Segment Start: Provided records

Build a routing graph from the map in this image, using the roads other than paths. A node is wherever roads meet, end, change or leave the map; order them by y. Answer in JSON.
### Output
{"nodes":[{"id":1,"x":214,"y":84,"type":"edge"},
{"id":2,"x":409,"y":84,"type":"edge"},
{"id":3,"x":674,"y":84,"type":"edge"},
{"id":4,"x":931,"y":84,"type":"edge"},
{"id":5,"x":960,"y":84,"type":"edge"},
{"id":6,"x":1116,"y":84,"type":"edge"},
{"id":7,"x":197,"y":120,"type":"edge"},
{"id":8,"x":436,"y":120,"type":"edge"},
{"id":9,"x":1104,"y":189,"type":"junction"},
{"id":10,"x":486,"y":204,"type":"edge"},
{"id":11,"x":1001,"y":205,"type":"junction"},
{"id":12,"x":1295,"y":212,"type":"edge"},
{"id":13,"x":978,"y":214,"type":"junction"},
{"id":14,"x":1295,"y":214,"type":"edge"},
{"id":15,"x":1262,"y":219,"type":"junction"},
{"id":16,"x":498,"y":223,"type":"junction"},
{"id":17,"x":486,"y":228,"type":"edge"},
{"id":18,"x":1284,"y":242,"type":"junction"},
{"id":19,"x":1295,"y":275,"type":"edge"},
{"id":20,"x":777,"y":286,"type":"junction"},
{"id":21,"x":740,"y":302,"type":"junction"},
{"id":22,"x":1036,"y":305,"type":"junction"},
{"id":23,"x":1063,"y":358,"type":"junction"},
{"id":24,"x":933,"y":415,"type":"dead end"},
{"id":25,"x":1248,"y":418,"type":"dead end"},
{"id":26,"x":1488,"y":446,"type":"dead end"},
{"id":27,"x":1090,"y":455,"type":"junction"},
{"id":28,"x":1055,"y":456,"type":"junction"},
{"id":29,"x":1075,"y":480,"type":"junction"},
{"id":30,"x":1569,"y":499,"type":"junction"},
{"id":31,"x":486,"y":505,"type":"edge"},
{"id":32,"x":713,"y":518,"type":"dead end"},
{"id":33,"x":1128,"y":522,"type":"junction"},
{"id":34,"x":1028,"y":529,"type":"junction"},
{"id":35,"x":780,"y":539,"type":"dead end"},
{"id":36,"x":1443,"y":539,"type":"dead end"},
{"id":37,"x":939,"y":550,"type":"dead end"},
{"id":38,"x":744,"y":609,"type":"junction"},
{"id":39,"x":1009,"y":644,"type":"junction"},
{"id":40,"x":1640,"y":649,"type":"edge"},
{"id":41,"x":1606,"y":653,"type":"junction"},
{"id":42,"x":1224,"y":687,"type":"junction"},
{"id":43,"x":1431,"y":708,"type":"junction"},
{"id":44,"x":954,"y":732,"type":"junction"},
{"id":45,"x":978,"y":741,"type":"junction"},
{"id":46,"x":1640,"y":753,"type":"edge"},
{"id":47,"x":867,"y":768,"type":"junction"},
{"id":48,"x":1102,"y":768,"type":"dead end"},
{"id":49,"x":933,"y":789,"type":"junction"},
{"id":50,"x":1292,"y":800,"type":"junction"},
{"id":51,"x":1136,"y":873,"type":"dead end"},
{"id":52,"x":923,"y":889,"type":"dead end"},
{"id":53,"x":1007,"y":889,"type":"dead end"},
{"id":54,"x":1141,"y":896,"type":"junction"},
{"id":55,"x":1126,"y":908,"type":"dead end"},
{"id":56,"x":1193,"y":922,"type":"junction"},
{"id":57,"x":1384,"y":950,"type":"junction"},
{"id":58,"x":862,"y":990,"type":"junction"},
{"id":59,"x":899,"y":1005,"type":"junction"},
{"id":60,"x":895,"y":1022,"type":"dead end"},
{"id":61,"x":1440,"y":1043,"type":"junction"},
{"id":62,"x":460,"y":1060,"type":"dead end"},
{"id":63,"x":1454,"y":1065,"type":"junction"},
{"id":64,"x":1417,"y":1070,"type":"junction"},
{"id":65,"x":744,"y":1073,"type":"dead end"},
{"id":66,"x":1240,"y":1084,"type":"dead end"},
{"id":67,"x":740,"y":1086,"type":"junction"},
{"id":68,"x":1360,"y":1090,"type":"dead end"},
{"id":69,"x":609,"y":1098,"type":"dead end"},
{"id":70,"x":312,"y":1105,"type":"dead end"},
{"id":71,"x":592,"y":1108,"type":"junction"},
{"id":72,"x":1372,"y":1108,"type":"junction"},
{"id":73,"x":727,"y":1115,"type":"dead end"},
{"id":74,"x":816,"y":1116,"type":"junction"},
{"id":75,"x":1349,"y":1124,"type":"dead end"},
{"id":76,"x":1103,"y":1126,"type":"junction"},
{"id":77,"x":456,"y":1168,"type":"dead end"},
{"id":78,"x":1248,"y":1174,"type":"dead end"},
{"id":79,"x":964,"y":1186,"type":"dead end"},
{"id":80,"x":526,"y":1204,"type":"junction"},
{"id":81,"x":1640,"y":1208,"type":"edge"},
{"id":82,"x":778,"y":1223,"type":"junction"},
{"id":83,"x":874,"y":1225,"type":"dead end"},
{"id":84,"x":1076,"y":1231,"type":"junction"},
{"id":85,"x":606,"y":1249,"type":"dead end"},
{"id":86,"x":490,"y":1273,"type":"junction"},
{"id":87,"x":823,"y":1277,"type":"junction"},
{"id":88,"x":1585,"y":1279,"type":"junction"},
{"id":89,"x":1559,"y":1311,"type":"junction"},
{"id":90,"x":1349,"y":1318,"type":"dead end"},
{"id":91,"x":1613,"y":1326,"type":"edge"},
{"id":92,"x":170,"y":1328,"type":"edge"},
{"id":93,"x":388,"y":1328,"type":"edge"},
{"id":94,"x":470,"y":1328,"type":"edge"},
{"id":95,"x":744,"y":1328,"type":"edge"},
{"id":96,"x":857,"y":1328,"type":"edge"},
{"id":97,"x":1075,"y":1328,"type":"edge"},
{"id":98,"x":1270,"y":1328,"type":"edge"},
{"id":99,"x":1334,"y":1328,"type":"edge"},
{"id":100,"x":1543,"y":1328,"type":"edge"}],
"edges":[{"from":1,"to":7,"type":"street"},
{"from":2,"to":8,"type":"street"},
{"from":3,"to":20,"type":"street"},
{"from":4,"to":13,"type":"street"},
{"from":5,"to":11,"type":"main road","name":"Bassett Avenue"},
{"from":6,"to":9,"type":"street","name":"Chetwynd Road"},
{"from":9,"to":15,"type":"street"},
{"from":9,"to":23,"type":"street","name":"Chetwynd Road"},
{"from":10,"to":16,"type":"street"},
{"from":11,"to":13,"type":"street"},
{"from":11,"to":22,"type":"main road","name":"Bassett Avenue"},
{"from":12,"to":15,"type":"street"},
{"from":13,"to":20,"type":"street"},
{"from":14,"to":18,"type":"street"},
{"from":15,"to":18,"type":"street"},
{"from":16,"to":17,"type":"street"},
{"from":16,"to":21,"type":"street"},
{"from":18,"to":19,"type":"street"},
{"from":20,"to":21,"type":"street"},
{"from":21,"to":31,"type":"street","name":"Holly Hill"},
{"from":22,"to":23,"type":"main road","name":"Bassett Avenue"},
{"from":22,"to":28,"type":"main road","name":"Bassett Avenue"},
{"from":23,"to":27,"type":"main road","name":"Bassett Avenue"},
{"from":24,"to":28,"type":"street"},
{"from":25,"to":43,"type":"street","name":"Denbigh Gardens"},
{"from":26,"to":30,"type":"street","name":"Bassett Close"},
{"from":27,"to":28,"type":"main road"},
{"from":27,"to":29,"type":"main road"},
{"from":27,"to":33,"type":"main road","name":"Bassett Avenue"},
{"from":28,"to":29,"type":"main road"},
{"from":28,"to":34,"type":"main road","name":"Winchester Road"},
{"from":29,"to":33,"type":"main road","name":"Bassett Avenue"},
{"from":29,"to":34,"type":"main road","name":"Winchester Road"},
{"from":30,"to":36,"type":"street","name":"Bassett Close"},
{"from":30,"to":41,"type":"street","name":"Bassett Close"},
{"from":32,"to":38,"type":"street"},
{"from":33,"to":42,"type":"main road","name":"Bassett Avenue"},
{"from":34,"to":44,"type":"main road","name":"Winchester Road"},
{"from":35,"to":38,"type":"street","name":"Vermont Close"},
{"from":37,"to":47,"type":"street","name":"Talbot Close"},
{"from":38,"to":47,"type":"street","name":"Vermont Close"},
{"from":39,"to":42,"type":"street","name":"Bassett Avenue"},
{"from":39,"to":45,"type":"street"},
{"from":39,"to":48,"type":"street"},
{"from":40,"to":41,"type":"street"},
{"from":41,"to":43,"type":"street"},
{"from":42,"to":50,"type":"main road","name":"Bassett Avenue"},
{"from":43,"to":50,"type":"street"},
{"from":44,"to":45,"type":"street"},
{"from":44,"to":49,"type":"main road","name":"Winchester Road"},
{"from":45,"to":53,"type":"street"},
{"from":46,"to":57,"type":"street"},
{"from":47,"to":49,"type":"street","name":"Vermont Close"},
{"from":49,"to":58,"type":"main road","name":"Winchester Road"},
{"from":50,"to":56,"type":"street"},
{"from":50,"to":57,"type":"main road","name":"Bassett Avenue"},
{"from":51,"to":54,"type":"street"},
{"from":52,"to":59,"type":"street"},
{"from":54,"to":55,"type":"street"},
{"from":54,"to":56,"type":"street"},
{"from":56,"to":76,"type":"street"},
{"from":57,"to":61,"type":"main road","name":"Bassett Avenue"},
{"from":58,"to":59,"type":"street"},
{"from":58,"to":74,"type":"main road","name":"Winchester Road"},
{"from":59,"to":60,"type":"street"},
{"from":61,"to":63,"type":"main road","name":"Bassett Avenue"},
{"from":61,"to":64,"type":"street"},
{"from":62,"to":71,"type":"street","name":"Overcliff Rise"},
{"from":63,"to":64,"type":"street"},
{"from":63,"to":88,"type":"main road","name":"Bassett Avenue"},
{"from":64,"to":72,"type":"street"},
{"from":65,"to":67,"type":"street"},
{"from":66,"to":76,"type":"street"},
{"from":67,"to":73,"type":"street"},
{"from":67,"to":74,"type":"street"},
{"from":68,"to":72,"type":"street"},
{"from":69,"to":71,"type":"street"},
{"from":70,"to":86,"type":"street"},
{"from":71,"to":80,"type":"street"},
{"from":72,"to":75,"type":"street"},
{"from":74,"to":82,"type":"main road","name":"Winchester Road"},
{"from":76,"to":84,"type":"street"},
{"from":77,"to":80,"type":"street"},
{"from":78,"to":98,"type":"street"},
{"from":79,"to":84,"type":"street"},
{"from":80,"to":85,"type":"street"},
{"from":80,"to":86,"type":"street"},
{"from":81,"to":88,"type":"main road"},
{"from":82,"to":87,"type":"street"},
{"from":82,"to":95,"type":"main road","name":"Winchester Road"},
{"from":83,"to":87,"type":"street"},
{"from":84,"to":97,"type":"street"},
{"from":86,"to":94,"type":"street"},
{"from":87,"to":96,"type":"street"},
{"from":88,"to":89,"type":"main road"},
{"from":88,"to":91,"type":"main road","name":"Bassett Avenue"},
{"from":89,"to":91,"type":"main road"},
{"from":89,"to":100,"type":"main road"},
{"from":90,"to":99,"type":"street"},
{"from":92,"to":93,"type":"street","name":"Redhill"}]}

Segment End: Provided records

▸ **Instructions for the task**
List each line of the records that holds the string "Chetwynd".

▸ **The completed task**
{"from":6,"to":9,"type":"street","name":"Chetwynd Road"},
{"from":9,"to":23,"type":"street","name":"Chetwynd Road"},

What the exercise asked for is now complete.